The program centers on artists drawing inspiration from a vibrant street energy to produce and share work rooted in the physical culture of their surroundings. The city’s independent filmmakers shot, cut, cast, and edited films with whatever was available, experimenting with narrative, poetic, and collagist approaches to create something beautiful that transcended its original context. Jenni Olson’s elegiac narrative Blue Diary (1997) roams San Francisco’s urban landscape from the perspective of a lesbian pining over a chance encounter with a heterosexual girl while Craig Baldwin’s landmark science fiction collage film Tribulation 99: Alien Anomalies Under America (1991) presents an arresting critique of U.S. involvement in post-WWII Latin America. Later, a slowly melting strawberry sundae takes on an aura of postmodernist menace in George Kuchar’s Uncle Evil (1996) that playfully bristles next to the examination of media-defined stereotypes in Cauleen Smith’s Chronicles of a Lying Spirit (by Kelly Gabron) (1998).
Blazing and Blasted celebrates this singular period in the city’s cultural history when irreverent mixtures of subject matter and style collapsed distinctions between high- and low-brow. Yet the program is no nostalgic time-capsule of a bygone San Francisco and its subcultural artifacts. These films are at times grotesque, poignant, disturbing, and ultimately unforgettable. Reencountering them today unleashes vital questions of identity, belonging, home, landscape, and privilege in the context of the city’s current cultural moment.
Joel Shepard is a San Francisco-based film curator who has been practicing his adventurous form of programming in the Bay Area for more than two decades.

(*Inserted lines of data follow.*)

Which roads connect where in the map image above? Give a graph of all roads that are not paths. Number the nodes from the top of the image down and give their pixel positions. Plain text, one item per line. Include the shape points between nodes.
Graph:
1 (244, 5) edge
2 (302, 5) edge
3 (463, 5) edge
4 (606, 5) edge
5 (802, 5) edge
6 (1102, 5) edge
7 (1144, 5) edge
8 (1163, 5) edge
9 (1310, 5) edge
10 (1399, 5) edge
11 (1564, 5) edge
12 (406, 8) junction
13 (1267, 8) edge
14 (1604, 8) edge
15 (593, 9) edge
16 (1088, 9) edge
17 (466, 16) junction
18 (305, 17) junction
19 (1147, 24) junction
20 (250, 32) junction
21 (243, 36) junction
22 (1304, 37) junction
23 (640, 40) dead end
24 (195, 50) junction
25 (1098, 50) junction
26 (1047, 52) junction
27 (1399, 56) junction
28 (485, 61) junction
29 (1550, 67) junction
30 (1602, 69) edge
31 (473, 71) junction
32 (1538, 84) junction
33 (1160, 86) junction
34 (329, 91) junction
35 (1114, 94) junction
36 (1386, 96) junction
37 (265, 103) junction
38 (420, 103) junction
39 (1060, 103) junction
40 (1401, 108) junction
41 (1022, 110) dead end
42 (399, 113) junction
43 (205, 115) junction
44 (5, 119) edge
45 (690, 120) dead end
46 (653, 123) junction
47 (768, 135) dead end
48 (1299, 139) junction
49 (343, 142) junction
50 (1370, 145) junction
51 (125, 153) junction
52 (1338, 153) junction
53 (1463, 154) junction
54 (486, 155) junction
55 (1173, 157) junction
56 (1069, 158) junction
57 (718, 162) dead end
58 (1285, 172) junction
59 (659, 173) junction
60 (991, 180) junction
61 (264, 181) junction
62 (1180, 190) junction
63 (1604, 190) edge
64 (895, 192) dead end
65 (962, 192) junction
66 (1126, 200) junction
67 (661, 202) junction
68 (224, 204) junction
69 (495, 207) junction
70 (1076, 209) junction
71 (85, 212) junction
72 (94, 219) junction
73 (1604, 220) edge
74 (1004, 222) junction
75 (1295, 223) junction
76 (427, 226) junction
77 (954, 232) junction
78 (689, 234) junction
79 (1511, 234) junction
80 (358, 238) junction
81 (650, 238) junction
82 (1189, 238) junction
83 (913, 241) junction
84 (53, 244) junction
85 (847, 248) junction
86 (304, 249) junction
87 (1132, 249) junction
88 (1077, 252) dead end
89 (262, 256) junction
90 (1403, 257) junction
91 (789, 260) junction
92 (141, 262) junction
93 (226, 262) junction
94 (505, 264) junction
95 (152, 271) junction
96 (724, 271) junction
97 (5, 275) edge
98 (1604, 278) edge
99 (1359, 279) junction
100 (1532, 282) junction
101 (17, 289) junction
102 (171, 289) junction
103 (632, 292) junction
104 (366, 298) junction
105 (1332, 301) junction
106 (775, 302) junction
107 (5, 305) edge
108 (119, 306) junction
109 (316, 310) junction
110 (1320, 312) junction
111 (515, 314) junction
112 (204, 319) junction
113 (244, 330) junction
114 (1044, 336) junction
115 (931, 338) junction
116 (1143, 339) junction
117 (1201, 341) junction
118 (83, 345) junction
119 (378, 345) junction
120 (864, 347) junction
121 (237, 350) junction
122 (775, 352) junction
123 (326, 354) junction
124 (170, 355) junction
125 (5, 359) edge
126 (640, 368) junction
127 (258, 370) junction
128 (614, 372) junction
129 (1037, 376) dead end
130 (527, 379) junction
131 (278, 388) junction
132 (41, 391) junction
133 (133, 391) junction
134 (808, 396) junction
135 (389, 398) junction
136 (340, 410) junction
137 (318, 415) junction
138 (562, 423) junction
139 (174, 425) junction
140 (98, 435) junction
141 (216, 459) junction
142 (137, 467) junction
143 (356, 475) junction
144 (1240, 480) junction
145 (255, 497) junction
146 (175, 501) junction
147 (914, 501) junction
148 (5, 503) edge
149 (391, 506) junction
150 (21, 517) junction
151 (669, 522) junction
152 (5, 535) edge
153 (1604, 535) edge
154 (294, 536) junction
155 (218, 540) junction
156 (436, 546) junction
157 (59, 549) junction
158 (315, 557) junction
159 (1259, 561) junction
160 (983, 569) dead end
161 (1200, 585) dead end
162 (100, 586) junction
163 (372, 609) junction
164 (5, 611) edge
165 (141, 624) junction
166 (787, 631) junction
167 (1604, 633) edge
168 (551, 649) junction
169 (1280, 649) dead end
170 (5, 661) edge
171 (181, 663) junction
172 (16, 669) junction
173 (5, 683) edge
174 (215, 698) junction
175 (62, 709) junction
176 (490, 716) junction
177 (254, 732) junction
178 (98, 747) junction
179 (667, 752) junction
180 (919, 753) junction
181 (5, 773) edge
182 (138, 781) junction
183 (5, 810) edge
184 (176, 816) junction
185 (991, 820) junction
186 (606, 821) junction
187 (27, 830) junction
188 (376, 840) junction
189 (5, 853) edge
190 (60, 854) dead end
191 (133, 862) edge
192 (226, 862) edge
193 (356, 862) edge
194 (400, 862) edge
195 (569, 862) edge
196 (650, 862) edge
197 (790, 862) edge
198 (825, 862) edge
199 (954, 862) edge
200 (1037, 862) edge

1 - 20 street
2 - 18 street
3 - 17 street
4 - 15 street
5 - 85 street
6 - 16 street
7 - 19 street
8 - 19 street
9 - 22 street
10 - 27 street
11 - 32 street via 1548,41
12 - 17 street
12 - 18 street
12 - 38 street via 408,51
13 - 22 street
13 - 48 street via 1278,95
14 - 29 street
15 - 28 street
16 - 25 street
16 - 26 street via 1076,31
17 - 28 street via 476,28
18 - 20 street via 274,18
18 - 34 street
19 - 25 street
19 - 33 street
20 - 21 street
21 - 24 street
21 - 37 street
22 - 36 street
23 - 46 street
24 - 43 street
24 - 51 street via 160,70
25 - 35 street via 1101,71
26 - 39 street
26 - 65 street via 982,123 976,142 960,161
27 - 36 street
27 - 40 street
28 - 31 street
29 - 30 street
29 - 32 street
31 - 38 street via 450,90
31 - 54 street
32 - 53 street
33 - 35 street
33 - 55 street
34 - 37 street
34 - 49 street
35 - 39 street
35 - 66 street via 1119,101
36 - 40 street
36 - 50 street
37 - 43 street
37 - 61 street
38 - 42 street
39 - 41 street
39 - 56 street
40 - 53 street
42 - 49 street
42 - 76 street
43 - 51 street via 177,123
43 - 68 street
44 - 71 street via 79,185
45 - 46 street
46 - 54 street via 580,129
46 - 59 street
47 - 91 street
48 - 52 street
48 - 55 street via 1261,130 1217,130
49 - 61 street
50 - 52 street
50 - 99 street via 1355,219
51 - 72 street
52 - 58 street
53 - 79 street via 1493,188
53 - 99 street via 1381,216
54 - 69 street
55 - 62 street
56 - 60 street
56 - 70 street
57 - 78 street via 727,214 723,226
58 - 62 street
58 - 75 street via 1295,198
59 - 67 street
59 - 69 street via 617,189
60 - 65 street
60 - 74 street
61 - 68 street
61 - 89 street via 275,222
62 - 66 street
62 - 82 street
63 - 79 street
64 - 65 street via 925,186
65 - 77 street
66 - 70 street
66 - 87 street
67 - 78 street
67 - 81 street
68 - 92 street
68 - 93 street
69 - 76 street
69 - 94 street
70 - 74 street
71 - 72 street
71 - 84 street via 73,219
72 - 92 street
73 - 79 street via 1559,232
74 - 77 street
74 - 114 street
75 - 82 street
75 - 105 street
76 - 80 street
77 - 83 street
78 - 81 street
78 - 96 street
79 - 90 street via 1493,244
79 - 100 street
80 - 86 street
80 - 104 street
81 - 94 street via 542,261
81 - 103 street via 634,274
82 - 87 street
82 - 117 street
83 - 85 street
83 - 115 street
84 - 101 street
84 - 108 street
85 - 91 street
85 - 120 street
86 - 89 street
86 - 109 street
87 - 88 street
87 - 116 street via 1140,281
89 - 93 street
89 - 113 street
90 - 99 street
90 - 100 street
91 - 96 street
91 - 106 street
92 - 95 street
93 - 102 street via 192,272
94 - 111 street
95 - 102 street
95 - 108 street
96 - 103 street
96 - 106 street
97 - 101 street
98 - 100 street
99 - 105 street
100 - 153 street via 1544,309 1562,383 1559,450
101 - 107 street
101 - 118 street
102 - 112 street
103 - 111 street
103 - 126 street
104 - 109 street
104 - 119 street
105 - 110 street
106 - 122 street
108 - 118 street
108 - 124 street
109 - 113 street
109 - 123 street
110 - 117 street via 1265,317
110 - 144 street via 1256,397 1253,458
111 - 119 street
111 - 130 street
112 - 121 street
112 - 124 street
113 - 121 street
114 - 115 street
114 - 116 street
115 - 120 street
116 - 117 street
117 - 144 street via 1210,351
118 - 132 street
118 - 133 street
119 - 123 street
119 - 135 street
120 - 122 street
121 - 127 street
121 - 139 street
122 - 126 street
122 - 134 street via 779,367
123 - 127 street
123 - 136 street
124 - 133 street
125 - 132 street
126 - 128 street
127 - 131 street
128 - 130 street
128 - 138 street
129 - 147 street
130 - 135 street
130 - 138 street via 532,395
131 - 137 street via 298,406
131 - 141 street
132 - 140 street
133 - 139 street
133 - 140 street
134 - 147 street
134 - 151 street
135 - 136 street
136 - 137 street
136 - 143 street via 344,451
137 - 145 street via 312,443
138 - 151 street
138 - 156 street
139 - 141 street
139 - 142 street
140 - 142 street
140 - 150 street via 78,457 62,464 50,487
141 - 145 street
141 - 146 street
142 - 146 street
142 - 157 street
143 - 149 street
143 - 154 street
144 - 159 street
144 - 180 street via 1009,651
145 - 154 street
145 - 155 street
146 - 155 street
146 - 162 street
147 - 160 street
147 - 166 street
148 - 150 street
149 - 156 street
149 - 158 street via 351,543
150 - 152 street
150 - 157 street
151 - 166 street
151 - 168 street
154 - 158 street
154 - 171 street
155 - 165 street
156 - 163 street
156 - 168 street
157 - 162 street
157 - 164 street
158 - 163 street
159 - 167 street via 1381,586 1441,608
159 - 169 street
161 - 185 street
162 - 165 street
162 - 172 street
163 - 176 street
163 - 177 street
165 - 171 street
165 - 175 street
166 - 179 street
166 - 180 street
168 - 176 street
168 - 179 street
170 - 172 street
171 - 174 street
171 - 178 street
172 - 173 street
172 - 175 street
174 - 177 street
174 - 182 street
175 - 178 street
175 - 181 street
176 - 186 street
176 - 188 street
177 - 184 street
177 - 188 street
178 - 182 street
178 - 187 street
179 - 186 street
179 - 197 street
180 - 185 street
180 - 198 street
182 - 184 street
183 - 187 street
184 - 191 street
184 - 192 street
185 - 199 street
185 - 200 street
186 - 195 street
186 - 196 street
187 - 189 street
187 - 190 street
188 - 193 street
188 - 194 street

As curator of film and video at Yerba Buena Center for the Arts until 2018, Shepard programmed many influential film series such as New Filipino Cinema, A Crack in the World: Cinema of Chaos and Transcendence, Fearless: Chinese Independent, Go to Hell for the Holidays, and Freaks, Punks, Skanks, and Cranks. Shepard has also organized film programs for San Francisco Cinematheque, the Minneapolis/St. Paul Lesbian and Gay Film Festival, the Roxie Theater, and others. He received his BA from the School of the Art Institute of Chicago.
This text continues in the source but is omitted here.